(Stored data)
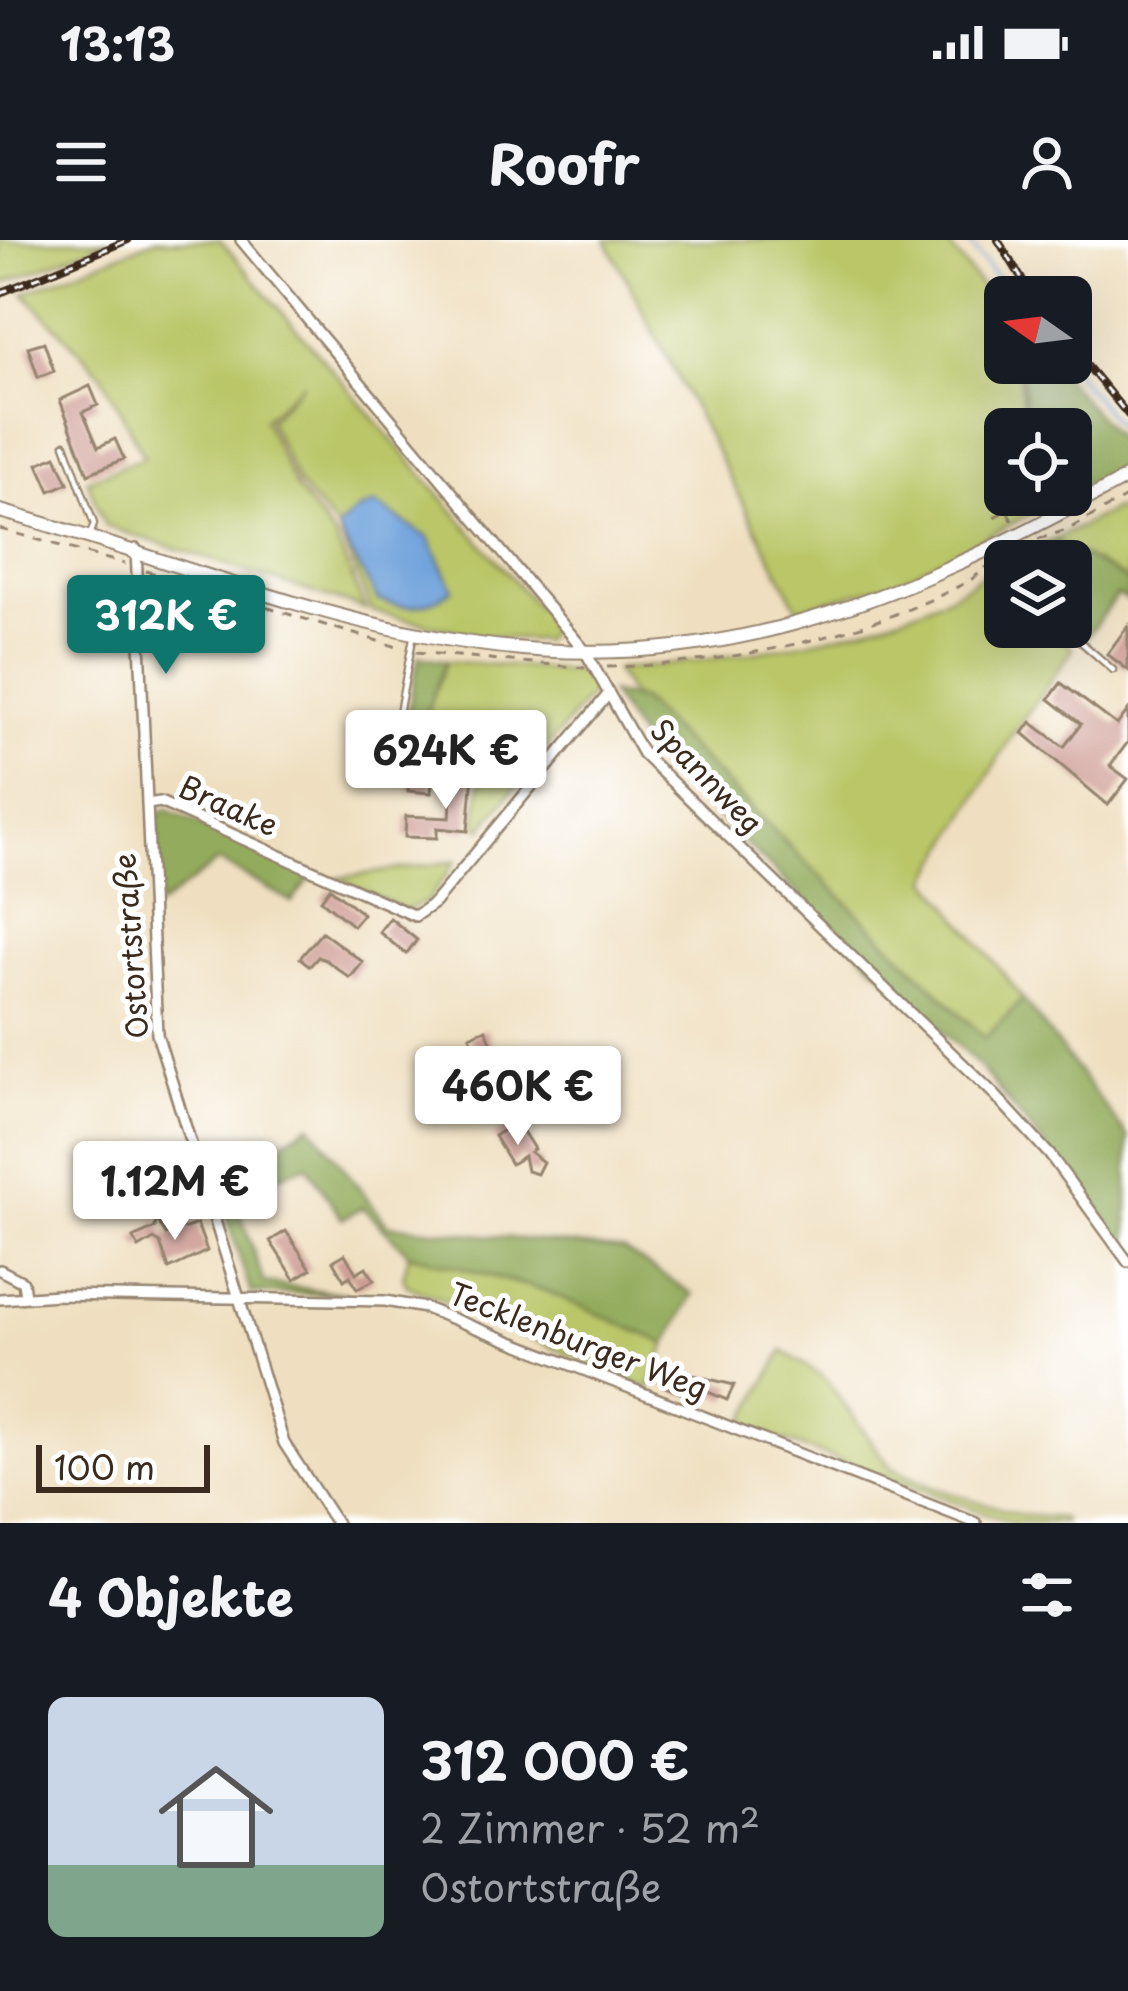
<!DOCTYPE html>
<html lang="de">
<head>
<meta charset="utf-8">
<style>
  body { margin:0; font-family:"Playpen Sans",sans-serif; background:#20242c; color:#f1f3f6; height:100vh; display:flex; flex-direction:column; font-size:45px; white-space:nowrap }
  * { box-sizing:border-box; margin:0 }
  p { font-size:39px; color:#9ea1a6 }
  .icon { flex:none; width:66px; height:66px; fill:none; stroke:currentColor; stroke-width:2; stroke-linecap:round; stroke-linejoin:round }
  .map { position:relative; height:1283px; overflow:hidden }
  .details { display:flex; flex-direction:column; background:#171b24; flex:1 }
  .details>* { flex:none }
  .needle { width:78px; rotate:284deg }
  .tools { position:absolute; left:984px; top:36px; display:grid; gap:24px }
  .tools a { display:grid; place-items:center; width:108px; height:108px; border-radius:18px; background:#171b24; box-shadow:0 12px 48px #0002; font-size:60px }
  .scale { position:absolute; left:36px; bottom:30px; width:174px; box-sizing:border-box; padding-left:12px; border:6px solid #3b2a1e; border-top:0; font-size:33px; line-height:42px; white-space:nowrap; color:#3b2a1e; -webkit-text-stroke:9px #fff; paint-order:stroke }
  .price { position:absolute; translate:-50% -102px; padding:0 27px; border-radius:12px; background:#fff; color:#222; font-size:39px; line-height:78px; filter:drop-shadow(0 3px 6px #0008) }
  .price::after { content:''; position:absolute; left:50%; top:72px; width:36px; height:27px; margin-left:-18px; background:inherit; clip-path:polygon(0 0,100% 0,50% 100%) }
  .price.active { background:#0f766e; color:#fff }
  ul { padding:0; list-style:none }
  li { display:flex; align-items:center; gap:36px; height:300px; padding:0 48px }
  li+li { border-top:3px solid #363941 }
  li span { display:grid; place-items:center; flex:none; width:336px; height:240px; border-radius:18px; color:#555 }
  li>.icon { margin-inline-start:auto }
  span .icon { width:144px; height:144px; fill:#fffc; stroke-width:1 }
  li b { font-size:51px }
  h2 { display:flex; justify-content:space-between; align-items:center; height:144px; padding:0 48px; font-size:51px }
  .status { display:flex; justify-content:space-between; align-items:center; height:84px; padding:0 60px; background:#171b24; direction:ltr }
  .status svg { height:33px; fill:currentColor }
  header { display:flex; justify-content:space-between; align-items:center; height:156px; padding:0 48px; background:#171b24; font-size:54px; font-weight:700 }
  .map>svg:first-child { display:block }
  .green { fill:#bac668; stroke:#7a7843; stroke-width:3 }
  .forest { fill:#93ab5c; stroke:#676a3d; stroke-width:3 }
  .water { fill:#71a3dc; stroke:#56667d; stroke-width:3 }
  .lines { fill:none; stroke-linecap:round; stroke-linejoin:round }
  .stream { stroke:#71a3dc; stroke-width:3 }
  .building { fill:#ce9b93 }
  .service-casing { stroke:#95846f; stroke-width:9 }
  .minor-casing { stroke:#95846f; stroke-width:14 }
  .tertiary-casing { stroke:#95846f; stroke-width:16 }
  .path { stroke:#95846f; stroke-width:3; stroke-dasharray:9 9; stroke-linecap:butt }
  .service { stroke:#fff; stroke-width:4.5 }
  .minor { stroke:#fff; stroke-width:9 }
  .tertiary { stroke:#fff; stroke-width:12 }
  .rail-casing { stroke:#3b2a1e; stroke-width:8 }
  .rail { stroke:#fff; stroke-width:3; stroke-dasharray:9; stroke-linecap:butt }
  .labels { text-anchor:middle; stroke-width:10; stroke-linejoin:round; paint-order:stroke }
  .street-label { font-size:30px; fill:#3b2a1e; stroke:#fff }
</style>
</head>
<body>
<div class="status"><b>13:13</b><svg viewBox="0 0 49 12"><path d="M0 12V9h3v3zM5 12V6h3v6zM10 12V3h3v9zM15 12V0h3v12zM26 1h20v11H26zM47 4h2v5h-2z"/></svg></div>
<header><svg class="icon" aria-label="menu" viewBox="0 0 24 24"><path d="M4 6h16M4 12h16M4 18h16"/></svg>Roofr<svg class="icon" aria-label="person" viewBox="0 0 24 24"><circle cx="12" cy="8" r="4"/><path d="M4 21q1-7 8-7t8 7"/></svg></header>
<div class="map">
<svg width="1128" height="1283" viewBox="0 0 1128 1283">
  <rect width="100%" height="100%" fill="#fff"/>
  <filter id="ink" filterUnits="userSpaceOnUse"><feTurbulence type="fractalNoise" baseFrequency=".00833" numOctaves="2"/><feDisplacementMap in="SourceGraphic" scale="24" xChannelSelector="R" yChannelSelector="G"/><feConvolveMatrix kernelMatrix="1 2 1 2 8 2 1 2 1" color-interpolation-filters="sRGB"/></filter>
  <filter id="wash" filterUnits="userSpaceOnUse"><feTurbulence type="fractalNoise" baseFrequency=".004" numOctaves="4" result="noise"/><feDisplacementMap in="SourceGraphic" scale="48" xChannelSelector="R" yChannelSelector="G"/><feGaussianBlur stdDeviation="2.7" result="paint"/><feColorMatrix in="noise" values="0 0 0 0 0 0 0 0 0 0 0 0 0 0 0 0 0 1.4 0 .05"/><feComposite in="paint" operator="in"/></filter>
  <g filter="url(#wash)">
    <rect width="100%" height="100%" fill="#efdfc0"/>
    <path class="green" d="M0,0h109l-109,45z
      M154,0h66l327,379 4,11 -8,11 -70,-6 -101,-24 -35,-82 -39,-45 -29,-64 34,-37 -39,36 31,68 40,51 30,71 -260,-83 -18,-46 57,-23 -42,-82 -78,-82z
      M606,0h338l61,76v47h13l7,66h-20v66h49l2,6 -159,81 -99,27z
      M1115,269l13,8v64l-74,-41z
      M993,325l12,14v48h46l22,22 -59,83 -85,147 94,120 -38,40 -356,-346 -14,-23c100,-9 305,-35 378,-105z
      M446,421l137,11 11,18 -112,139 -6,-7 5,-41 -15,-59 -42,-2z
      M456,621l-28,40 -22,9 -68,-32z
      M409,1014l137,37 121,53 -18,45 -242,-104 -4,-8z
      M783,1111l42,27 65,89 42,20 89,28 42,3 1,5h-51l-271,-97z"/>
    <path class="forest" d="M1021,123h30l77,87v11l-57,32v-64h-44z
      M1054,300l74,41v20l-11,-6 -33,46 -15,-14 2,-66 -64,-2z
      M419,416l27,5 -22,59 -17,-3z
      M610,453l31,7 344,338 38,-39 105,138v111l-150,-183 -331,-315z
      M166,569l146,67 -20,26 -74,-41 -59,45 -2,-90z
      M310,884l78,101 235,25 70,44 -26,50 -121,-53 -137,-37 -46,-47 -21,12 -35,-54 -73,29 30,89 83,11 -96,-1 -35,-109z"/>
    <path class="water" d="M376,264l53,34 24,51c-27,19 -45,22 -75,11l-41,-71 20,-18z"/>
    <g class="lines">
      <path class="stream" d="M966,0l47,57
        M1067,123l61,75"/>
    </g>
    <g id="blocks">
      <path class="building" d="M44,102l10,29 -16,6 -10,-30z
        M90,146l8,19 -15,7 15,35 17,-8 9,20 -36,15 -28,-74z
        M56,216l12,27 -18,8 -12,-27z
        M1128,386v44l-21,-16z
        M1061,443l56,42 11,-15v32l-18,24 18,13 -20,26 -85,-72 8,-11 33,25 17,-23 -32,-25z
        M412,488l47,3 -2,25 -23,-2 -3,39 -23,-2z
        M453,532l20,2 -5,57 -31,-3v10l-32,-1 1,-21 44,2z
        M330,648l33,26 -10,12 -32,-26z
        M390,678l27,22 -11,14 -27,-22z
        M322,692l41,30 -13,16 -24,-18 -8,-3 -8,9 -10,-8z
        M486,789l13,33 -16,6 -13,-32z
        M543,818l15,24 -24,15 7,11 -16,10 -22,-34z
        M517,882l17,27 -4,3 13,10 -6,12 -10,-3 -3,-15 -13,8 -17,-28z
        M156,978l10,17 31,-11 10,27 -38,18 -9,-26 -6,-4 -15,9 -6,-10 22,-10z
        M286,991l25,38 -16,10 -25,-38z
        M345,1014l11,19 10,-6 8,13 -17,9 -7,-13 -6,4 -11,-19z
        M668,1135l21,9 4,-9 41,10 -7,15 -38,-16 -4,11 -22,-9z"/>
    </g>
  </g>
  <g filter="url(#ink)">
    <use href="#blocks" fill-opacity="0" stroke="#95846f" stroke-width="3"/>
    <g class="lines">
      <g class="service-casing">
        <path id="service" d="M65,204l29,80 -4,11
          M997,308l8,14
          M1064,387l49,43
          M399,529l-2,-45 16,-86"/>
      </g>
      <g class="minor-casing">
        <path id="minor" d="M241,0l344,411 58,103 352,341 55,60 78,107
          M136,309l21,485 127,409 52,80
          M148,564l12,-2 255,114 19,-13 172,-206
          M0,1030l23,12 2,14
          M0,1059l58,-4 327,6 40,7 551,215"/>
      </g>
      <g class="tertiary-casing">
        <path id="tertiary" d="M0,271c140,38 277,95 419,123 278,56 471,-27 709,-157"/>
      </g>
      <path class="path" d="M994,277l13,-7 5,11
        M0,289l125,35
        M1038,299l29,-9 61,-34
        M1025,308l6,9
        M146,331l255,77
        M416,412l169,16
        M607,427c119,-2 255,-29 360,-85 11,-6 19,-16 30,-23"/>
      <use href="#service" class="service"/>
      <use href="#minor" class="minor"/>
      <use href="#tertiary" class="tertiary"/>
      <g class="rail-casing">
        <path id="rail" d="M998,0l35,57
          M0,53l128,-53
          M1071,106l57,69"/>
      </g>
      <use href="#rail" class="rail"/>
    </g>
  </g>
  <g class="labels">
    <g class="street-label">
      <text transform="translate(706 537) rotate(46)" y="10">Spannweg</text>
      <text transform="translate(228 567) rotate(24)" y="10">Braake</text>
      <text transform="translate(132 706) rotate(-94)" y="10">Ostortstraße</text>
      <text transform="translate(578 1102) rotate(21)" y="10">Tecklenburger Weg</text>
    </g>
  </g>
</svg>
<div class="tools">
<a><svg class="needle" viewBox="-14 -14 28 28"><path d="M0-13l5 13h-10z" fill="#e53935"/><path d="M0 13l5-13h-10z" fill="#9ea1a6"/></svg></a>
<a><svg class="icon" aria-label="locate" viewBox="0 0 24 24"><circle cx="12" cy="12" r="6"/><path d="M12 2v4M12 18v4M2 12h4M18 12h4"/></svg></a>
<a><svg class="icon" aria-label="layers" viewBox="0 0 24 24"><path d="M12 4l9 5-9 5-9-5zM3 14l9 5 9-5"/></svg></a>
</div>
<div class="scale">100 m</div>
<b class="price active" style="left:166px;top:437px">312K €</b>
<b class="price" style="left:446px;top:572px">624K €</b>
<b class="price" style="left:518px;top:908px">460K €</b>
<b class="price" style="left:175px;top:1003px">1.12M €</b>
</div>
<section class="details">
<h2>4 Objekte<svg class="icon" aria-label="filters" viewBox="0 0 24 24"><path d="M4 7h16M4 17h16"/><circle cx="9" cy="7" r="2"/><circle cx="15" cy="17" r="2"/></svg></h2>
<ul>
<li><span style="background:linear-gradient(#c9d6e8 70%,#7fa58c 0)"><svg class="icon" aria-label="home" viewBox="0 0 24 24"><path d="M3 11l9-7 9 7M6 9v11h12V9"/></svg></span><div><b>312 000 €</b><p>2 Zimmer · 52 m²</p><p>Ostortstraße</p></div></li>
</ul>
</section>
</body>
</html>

ASSIGNMENT: Lines with the word "userSpaceOnUse" in them are the answer; report each one from the data.

ANSWER TO THE EXERCISE:
  <filter id="ink" filterUnits="userSpaceOnUse"><feTurbulence type="fractalNoise" baseFrequency=".00833" numOctaves="2"/><feDisplacementMap in="SourceGraphic" scale="24" xChannelSelector="R" yChannelSelector="G"/><feConvolveMatrix kernelMatrix="1 2 1 2 8 2 1 2 1" color-interpolation-filters="sRGB"/></filter>
  <filter id="wash" filterUnits="userSpaceOnUse"><feTurbulence type="fractalNoise" baseFrequency=".004" numOctaves="4" result="noise"/><feDisplacementMap in="SourceGraphic" scale="48" xChannelSelector="R" yChannelSelector="G"/><feGaussianBlur stdDeviation="2.7" result="paint"/><feColorMatrix in="noise" values="0 0 0 0 0 0 0 0 0 0 0 0 0 0 0 0 0 1.4 0 .05"/><feComposite in="paint" operator="in"/></filter>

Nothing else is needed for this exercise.